L’ours face à la bêtise humaine

L’ours appartient à la “faune sauvage” et l’on se doit de le protéger pour plusieurs raisons :

  • D’abord parce que c’est un être vivant qui, par ailleurs, bénéficie du statut d’espèce protégée.
  • Ensuite au nom du respect de la biodiversité qui, actuellement, se perd davantage chaque jour, signe que notre Planète se meurt peu à peu.
  • Parce qu’il est aussi un des symboles de l’enfance et de l’innocence. Qui n’a pas eu son ours en peluche ?
  • Enfin, sa présence est un atout touristique majeur, tout comme celle du loup, pour les régions concernées.

Mais, une minorité d’individus peu recommandables, jugeant sa présence nuisible pour on ne sait quelles obscures raisons, tentent par tous les moyens de l’exterminer et voudraient convaincre l’ensemble de la population que cet animal est extrêmement dangereux.

Aujourd’hui, posons-nous la question suivante :

Qui représente une menace, l’ours ou ces hommes se promenant armes à la main, posant des pièges mortels n’importe où, n’hésitant pas à faire preuve de vandalisme ni même à terroriser des enfants, insultant et brutalisant ceux qui respectent la Vie ?

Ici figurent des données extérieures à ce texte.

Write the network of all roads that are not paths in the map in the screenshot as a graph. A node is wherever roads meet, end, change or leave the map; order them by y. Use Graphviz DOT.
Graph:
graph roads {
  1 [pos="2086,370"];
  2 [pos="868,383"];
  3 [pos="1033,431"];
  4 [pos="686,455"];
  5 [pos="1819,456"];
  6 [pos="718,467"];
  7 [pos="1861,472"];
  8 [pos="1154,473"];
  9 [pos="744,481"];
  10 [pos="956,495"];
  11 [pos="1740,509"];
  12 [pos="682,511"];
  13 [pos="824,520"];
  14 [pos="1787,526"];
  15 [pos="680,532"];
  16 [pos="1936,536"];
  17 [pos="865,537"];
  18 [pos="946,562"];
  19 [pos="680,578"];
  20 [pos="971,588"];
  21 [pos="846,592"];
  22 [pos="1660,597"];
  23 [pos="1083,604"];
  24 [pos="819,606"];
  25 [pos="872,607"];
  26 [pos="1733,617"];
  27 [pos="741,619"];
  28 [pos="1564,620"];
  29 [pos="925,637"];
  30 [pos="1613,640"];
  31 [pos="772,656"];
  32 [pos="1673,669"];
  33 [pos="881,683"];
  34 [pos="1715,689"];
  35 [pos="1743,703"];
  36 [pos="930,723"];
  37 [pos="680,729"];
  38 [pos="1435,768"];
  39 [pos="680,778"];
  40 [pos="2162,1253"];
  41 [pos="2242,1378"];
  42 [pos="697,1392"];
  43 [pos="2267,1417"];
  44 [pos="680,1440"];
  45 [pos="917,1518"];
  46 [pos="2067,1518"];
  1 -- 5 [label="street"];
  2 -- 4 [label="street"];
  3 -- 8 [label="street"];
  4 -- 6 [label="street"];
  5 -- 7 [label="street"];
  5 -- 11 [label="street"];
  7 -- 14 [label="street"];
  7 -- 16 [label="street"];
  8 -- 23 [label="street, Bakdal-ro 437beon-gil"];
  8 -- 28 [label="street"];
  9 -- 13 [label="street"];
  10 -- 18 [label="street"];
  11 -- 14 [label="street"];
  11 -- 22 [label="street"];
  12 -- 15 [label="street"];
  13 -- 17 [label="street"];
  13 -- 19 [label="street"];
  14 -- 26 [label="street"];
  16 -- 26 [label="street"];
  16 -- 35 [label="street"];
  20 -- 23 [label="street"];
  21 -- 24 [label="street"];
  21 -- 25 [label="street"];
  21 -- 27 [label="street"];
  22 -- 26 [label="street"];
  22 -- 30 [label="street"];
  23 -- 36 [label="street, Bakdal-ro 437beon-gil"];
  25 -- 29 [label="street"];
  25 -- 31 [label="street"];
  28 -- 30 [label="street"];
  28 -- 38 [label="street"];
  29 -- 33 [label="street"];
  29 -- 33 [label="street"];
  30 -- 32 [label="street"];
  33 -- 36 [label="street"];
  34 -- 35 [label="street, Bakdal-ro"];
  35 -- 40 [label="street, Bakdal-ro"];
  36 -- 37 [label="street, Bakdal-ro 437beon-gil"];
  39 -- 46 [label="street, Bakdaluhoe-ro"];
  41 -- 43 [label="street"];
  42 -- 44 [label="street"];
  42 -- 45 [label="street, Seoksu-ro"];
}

En toute logique, vous avez trouvé la réponse alors, maintenant, devinez qui constitue la majeure partie de ce groupe :

Eh oui ! Nous y retrouvons, encore et toujours, les mêmes, à savoir :

  • Des chasseurs qui ont peur de ne plus avoir assez de gibier pour festoyer ni de trophées pour orner les murs de leur salon.
  • Des éleveurs qui, dans leur quête effrénée du profit, ne veulent pas plus se soumettre aux lois qu’aux mesures de prévention préconisées (acquisition de chiens gardiens de troupeaux, création de zones de parcage, embauche d’aide-berger, construction ou réhabilitation de cabanes d’estives) et qui, cependant, s’accompagnent de subventions. Pourtant, auparavant, il y avait cohabitation et aujourd’hui, en Autriche, en Espagne et en Italie, la présence de l’ours ne soulève pas une telle polémique. La population y est même très favorable car il y a un réel impact économique avec le développement de l’écotourisme.

Alors, pourquoi pas en France ?

Ne laissons plus la cruauté du lobby chasse ni la cupidité et la bêtise de quelques éleveurs s’exprimer et dicter les lois.